▸ **What is needed**: Wherever a line holds the word "Nagpur", copy that line from the data.

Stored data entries
※ ※ ※
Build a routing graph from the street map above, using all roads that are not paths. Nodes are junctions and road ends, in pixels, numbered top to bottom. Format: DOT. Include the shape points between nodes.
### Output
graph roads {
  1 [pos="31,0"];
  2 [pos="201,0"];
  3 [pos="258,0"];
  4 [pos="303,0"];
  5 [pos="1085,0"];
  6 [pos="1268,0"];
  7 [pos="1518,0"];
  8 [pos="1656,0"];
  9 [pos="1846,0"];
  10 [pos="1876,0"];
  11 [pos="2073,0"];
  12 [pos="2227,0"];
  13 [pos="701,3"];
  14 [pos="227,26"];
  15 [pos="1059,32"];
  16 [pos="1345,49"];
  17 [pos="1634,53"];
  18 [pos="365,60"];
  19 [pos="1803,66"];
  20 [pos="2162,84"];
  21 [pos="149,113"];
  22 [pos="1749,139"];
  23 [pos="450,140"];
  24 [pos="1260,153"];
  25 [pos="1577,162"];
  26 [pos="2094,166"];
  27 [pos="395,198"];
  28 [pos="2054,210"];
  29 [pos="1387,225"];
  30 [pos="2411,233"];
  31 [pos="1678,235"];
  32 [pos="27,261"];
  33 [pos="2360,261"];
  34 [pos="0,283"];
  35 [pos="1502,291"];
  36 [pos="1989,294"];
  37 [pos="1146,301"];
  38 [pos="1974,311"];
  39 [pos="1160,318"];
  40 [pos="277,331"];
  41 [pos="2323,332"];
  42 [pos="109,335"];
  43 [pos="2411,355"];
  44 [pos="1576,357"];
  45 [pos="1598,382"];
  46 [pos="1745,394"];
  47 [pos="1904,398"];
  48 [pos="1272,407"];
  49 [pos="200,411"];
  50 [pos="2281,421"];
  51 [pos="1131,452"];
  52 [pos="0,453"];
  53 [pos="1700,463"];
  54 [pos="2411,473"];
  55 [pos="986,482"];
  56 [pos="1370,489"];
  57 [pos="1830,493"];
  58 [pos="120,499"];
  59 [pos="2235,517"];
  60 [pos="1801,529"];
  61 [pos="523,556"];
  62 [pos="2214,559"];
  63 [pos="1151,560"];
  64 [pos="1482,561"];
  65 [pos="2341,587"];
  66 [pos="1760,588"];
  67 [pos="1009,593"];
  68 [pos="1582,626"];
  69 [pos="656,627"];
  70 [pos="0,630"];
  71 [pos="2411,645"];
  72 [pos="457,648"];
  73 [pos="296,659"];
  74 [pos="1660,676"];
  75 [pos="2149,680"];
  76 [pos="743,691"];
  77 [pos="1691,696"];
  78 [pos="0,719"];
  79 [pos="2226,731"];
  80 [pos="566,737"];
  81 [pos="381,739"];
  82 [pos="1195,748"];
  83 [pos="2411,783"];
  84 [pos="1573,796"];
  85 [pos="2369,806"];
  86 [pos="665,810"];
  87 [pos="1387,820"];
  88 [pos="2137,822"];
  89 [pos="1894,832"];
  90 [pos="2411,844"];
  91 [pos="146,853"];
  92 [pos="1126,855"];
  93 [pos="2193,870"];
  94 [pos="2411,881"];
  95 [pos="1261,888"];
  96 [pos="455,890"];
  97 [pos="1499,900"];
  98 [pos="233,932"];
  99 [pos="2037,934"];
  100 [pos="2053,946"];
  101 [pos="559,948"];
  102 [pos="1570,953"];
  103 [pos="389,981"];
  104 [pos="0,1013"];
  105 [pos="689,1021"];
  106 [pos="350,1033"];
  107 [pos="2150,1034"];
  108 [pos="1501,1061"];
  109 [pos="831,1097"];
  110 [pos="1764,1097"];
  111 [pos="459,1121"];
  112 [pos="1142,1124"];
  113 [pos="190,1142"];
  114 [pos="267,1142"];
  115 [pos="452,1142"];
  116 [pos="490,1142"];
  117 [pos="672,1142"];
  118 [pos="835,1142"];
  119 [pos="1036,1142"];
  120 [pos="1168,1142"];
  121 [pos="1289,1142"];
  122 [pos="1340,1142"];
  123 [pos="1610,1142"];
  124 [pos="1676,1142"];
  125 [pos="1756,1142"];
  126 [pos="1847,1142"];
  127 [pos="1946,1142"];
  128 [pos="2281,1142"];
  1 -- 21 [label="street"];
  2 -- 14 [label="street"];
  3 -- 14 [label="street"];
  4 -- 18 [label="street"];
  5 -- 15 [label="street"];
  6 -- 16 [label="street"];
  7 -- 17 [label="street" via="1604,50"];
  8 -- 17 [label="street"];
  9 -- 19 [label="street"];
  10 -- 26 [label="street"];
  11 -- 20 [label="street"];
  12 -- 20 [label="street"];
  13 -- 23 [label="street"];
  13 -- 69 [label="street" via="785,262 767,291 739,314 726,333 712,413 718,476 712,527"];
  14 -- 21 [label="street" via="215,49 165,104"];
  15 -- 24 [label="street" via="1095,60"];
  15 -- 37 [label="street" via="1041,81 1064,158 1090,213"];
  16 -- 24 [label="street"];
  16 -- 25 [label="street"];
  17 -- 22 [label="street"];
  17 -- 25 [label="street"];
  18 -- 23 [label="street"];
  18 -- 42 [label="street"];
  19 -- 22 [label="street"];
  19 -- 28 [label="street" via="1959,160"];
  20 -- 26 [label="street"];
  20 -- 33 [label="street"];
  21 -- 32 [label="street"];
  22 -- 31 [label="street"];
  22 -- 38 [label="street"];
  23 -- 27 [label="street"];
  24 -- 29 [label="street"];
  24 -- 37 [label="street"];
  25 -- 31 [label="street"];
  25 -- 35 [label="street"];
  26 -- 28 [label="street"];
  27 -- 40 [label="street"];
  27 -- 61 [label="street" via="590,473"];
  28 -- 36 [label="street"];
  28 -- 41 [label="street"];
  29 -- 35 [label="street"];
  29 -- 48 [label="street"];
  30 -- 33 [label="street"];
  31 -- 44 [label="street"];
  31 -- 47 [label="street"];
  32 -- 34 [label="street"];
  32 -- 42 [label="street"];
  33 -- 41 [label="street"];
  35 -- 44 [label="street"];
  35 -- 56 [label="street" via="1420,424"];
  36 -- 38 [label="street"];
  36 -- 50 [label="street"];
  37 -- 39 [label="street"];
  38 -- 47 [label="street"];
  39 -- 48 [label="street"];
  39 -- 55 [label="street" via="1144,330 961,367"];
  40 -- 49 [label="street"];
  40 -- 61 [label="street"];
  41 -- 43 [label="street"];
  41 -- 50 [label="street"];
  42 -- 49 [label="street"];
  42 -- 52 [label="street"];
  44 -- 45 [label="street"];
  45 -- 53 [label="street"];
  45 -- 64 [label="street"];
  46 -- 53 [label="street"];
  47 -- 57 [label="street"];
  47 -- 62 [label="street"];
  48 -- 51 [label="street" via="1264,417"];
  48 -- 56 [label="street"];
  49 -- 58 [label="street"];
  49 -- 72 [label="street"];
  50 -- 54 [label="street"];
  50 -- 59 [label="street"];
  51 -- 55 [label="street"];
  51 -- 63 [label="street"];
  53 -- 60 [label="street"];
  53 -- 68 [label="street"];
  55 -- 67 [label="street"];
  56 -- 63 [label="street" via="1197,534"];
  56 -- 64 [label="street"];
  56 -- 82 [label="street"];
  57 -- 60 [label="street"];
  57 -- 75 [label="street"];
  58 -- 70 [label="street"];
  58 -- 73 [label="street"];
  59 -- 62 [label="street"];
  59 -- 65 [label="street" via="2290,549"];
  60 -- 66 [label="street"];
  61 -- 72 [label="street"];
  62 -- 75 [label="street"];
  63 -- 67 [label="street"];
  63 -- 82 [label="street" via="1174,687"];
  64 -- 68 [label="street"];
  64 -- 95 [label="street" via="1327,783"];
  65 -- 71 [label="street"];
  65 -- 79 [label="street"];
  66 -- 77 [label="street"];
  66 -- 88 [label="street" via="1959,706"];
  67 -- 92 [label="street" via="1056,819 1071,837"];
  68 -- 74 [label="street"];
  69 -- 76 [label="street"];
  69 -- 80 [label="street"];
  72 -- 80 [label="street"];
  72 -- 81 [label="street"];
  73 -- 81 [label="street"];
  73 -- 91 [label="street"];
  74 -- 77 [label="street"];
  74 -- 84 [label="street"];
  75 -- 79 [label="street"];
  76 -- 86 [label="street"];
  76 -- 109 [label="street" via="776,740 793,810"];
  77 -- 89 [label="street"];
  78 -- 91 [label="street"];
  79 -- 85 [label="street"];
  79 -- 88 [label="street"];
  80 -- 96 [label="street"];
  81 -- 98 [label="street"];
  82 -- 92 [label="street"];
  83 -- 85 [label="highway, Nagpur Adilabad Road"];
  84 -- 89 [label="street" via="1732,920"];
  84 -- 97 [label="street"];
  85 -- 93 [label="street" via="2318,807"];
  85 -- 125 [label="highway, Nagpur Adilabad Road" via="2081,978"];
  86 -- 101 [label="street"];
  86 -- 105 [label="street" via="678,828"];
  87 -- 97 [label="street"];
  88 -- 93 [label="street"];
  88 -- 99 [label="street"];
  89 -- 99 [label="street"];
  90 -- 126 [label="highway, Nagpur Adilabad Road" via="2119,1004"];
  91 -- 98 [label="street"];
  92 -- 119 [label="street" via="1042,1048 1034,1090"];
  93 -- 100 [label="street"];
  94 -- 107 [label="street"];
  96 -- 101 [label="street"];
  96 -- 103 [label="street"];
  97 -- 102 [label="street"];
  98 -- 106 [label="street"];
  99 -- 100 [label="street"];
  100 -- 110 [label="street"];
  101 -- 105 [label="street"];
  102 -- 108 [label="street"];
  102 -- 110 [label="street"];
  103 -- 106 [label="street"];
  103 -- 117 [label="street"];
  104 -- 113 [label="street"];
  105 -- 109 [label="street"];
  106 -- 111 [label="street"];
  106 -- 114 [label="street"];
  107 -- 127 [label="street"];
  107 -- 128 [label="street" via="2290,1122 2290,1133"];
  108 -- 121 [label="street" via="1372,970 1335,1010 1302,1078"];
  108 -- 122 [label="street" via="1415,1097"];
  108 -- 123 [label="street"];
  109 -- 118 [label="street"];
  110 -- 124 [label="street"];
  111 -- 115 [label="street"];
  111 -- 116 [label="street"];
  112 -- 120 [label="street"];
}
※ ※ ※
▸ **Written solution**:
  83 -- 85 [label="highway, Nagpur Adilabad Road"];
  85 -- 125 [label="highway, Nagpur Adilabad Road" via="2081,978"];
  90 -- 126 [label="highway, Nagpur Adilabad Road" via="2119,1004"];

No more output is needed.